▶ **Try it**: When a line below holds the string "order", show that line.

▶ **Provided data**:
....................

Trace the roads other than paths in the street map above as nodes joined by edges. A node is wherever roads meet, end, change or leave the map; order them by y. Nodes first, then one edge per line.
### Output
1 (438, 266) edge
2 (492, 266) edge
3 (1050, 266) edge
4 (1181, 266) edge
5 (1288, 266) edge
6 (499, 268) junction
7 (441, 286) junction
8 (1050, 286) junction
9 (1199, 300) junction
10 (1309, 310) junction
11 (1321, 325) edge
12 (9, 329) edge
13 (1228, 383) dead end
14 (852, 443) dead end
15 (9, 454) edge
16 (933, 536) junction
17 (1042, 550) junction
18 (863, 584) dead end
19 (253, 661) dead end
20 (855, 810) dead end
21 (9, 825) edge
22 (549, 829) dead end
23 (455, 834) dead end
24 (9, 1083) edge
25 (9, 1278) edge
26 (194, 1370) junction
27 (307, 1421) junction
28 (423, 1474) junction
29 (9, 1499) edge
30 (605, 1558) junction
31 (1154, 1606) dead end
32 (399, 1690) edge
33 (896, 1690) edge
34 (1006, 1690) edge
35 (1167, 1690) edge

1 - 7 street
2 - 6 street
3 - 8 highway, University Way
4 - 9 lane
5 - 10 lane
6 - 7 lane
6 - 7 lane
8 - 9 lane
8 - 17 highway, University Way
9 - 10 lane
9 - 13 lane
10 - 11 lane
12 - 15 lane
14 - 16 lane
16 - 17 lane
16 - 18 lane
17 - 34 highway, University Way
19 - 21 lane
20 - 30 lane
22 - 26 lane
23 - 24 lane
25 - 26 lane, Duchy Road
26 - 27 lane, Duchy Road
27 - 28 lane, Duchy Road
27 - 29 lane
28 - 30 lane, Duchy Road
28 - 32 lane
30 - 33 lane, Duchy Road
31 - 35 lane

....................

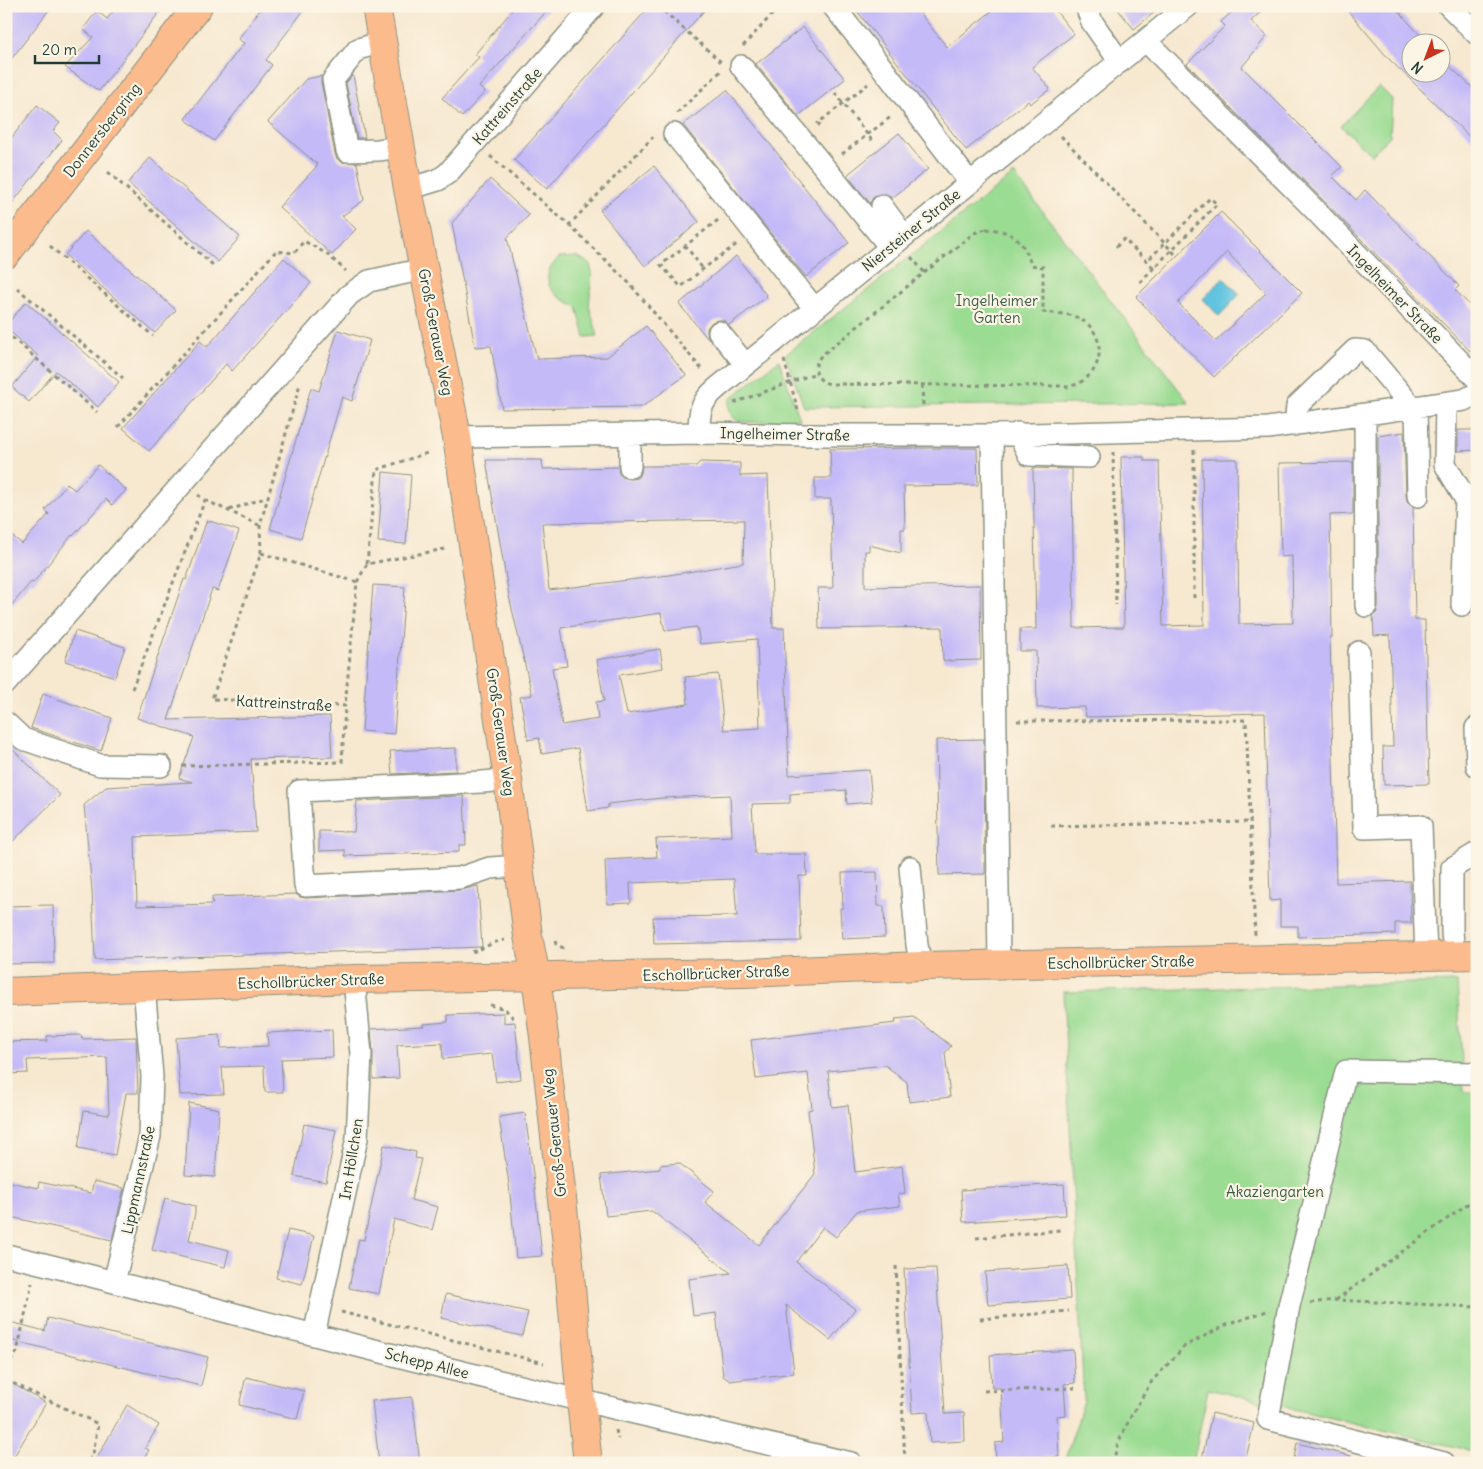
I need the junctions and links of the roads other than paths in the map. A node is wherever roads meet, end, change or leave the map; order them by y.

....................

▶ **Exercise answer**:
Trace the roads other than paths in the street map above as nodes joined by edges. A node is wherever roads meet, end, change or leave the map; order them by y. Nodes first, then one edge per line.
I need the junctions and links of the roads other than paths in the map. A node is wherever roads meet, end, change or leave the map; order them by y.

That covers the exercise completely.